» **Assignment**
The first line of the listing opens the range and the line with "Which roads connect" closes it; repeat those lines and all between them word for word, leaving out the pictures.

» **Data extracts**
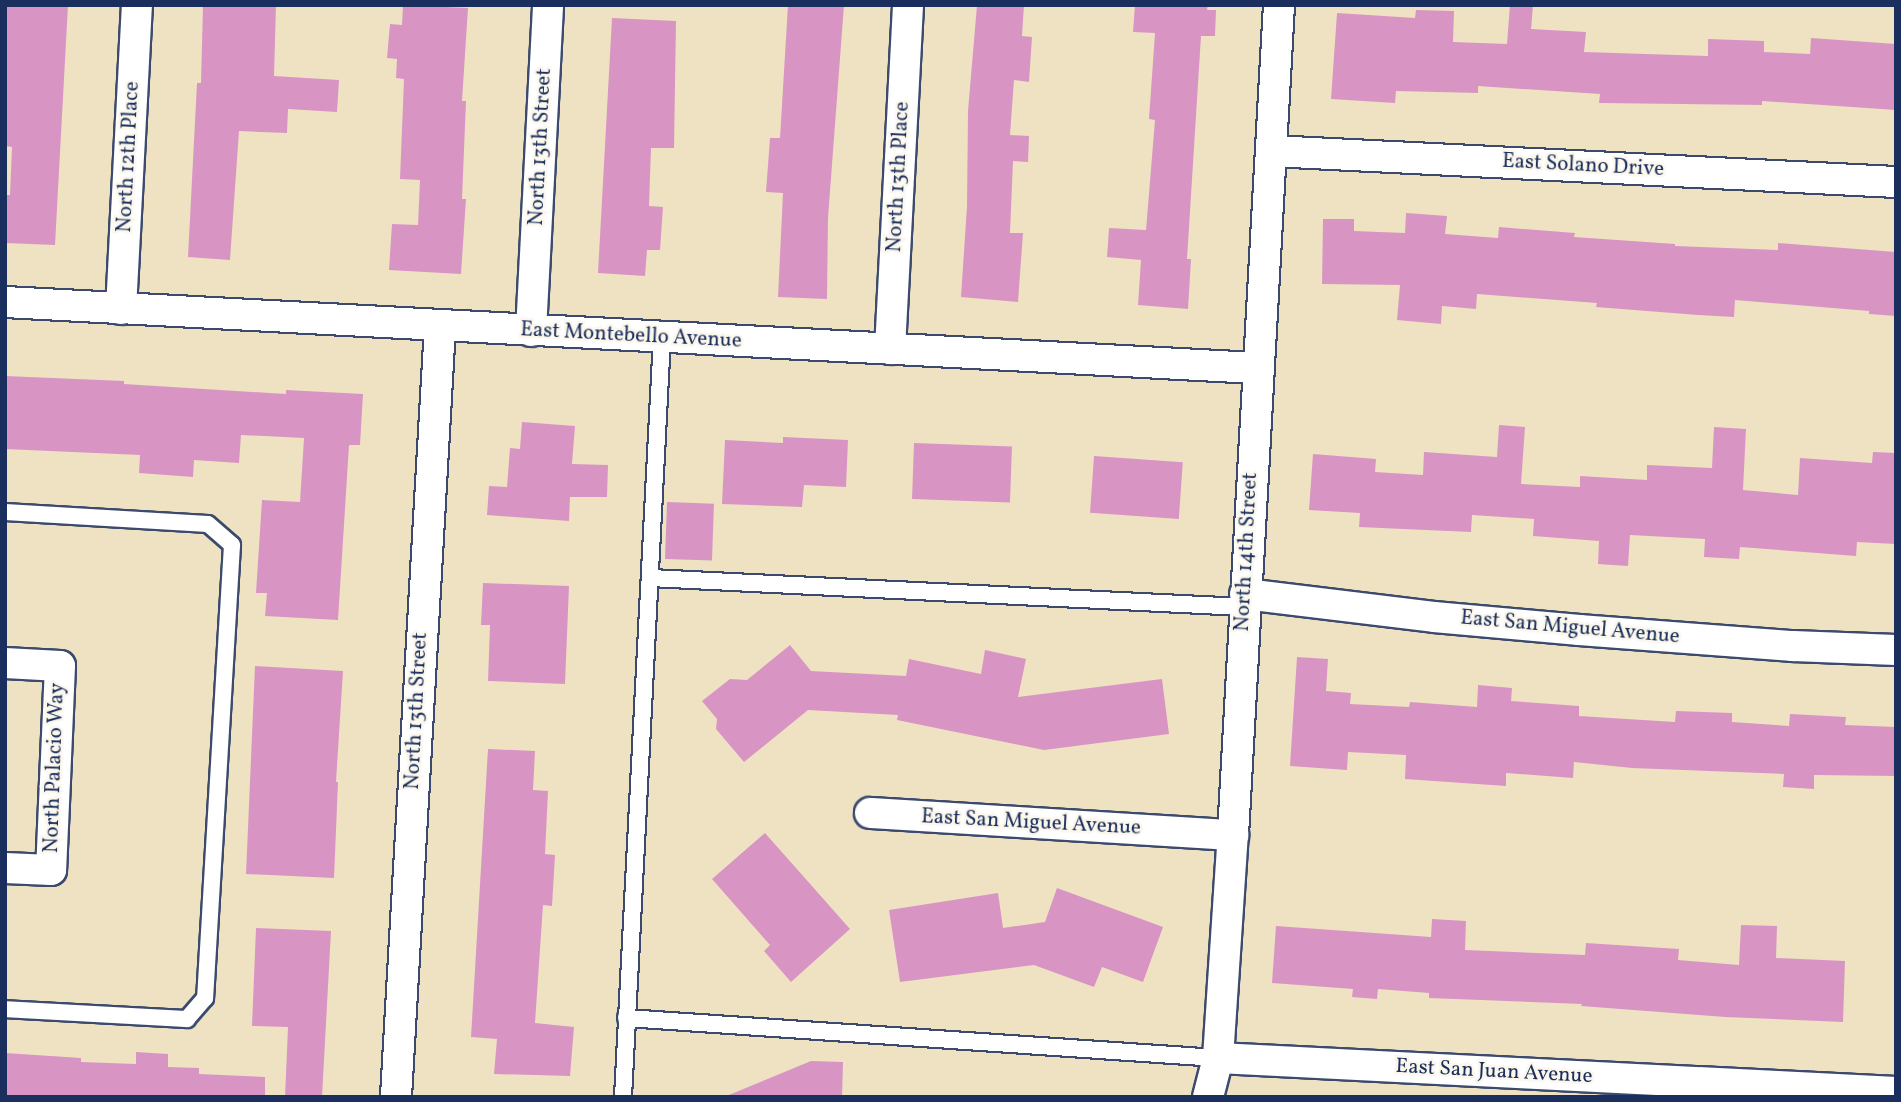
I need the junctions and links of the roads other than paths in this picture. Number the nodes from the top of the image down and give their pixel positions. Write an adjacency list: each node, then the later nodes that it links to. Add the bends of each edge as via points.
1 (137, 5): 8 (street, North 12th Place)
2 (548, 5): 10 (street, North 13th Street)
3 (908, 5): 12 (street, North 13th Place)
4 (1279, 5): 5 (street, North 14th Street)
5 (1271, 151): 6 (street, East Solano Drive); 13 (street, North 14th Street)
6 (1896, 182)
7 (5, 302): 8 (street, East Montebello Avenue)
8 (121, 309): 9 (street, East Montebello Avenue)
9 (440, 326): 10 (street, East Montebello Avenue); 26 (street, North 13th Street)
10 (531, 331): 11 (street, East Montebello Avenue)
11 (662, 337): 12 (street, East Montebello Avenue); 15 (lane)
12 (890, 349): 13 (street, East Montebello Avenue)
13 (1257, 368): 16 (street, North 14th Street)
14 (5, 512): 22 (lane, via 208,524 232,545 205,998 187,1019)
15 (650, 578): 16 (lane); 23 (lane)
16 (1244, 601): 17 (street, East San Miguel Avenue, via 1578,630); 20 (street, North 14th Street)
17 (1896, 650)
18 (5, 663): 21 (street, North Palacio Way, via 60,666 51,870)
19 (870, 813): 20 (street, East San Miguel Avenue)
20 (1233, 835): 24 (street, North 14th Street)
21 (5, 868)
22 (5, 1009)
23 (626, 1018): 24 (lane); 27 (lane)
24 (1218, 1058): 25 (street, East San Juan Avenue); 28 (street, North 14th Street)
25 (1896, 1092)
26 (396, 1097)
27 (623, 1097)
28 (1209, 1097)

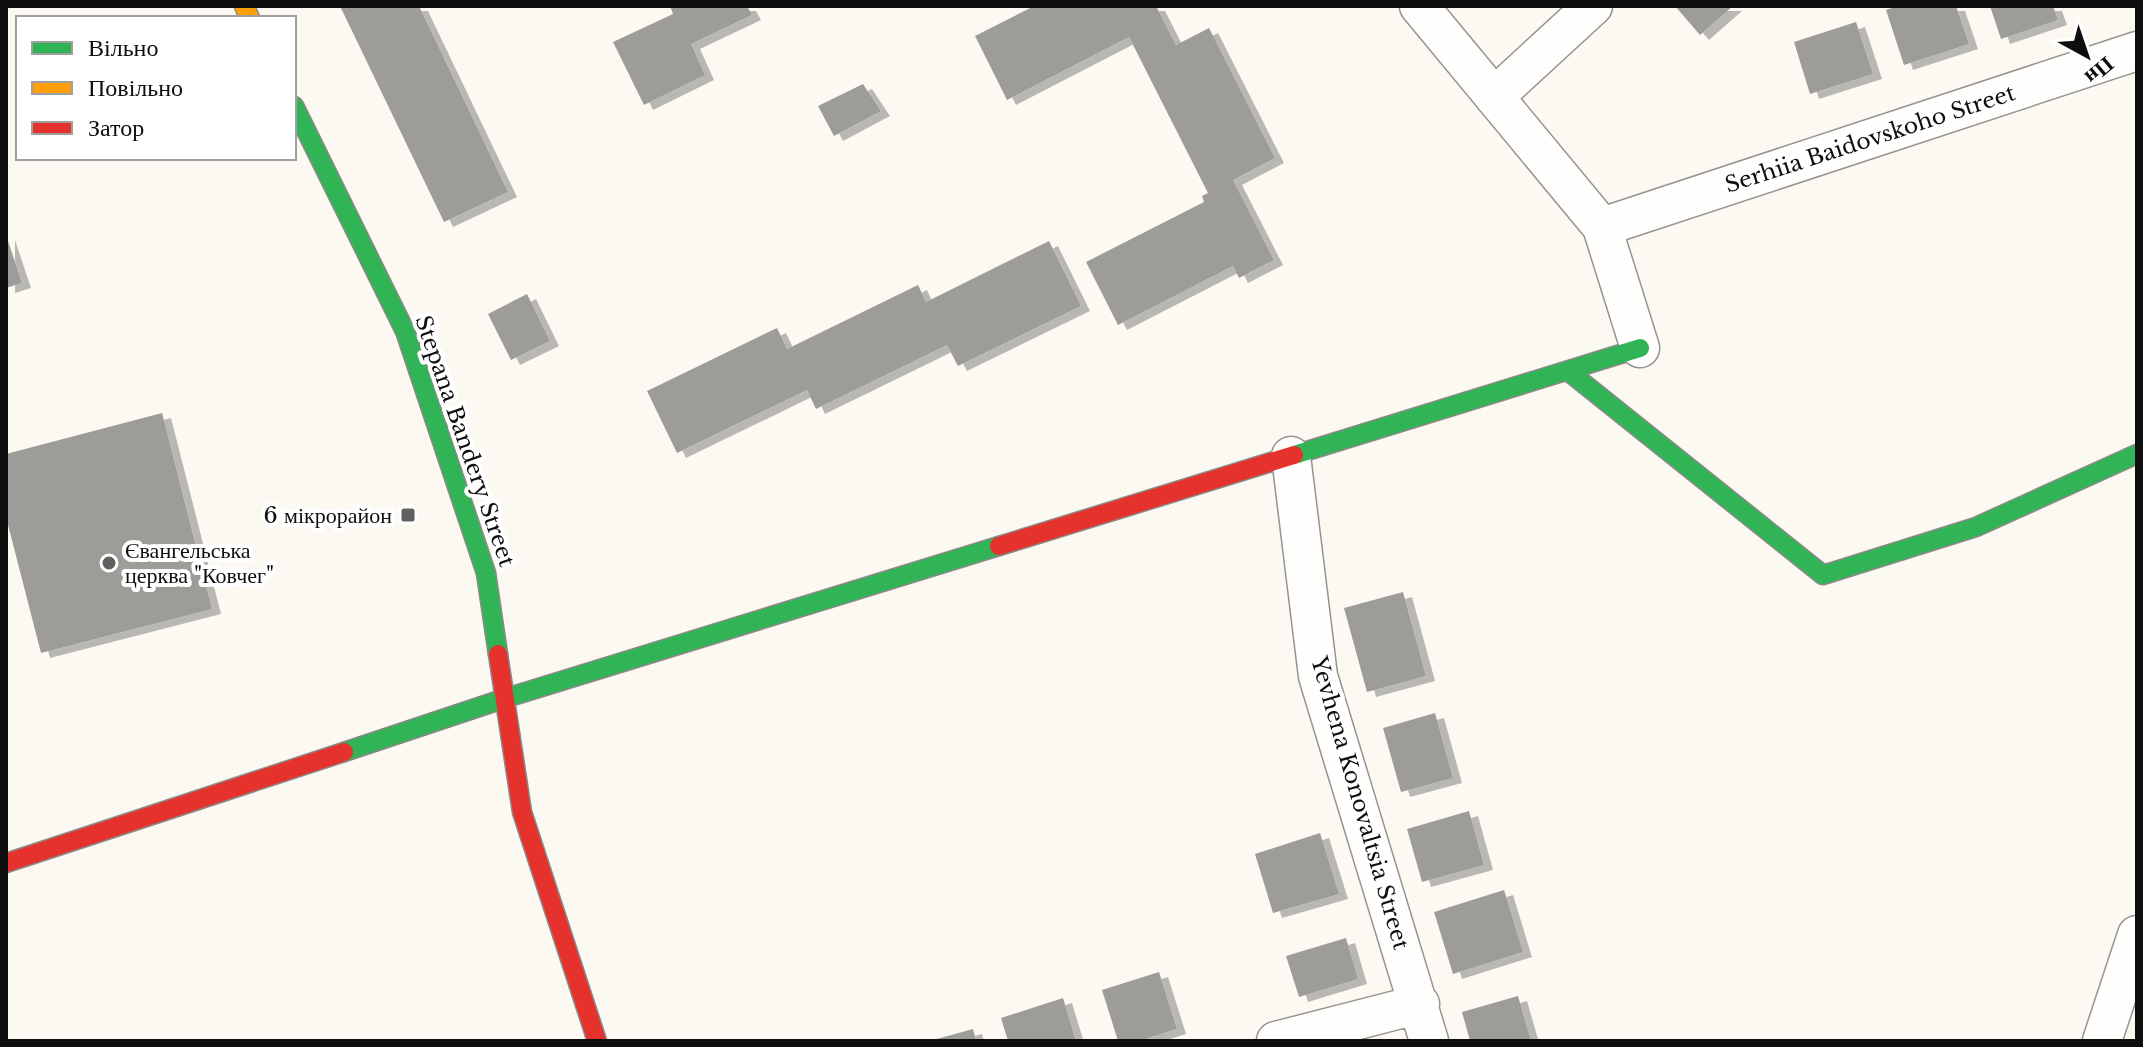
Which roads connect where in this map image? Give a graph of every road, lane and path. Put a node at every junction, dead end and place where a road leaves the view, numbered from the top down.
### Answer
1 (1419, 6) edge
2 (1593, 6) edge
3 (2137, 51) edge
4 (1494, 97) junction
5 (296, 110) edge
6 (1602, 227) junction
7 (1640, 348) joint
8 (1568, 371) junction
9 (2137, 454) edge
10 (1291, 456) junction
11 (506, 698) junction
12 (6, 863) edge
13 (2137, 935) edge
14 (1420, 1004) junction
15 (597, 1041) edge
16 (1276, 1041) edge
17 (1429, 1041) edge
18 (2102, 1041) edge

1 - 4 street
2 - 4 street
3 - 6 street, Serhiia Baidovskoho Street
4 - 6 street
5 - 11 street, Stepana Bandery Street
6 - 7 street
7 - 8 street
8 - 9 street
8 - 10 street
10 - 11 street
10 - 14 street, Yevhena Konovaltsia Street
11 - 12 street
11 - 15 street, Stepana Bandery Street
13 - 18 street
14 - 16 street
14 - 17 street, Yevhena Konovaltsia Street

» **Response**
I need the junctions and links of the roads other than paths in this picture. Number the nodes from the top of the image down and give their pixel positions. Write an adjacency list: each node, then the later nodes that it links to. Add the bends of each edge as via points.
1 (137, 5): 8 (street, North 12th Place)
2 (548, 5): 10 (street, North 13th Street)
3 (908, 5): 12 (street, North 13th Place)
4 (1279, 5): 5 (street, North 14th Street)
5 (1271, 151): 6 (street, East Solano Drive); 13 (street, North 14th Street)
6 (1896, 182)
7 (5, 302): 8 (street, East Montebello Avenue)
8 (121, 309): 9 (street, East Montebello Avenue)
9 (440, 326): 10 (street, East Montebello Avenue); 26 (street, North 13th Street)
10 (531, 331): 11 (street, East Montebello Avenue)
11 (662, 337): 12 (street, East Montebello Avenue); 15 (lane)
12 (890, 349): 13 (street, East Montebello Avenue)
13 (1257, 368): 16 (street, North 14th Street)
14 (5, 512): 22 (lane, via 208,524 232,545 205,998 187,1019)
15 (650, 578): 16 (lane); 23 (lane)
16 (1244, 601): 17 (street, East San Miguel Avenue, via 1578,630); 20 (street, North 14th Street)
17 (1896, 650)
18 (5, 663): 21 (street, North Palacio Way, via 60,666 51,870)
19 (870, 813): 20 (street, East San Miguel Avenue)
20 (1233, 835): 24 (street, North 14th Street)
21 (5, 868)
22 (5, 1009)
23 (626, 1018): 24 (lane); 27 (lane)
24 (1218, 1058): 25 (street, East San Juan Avenue); 28 (street, North 14th Street)
25 (1896, 1092)
26 (396, 1097)
27 (623, 1097)
28 (1209, 1097)

Which roads connect where in this map image? Give a graph of every road, lane and path. Put a node at every junction, dead end and place where a road leaves the view, numbered from the top down.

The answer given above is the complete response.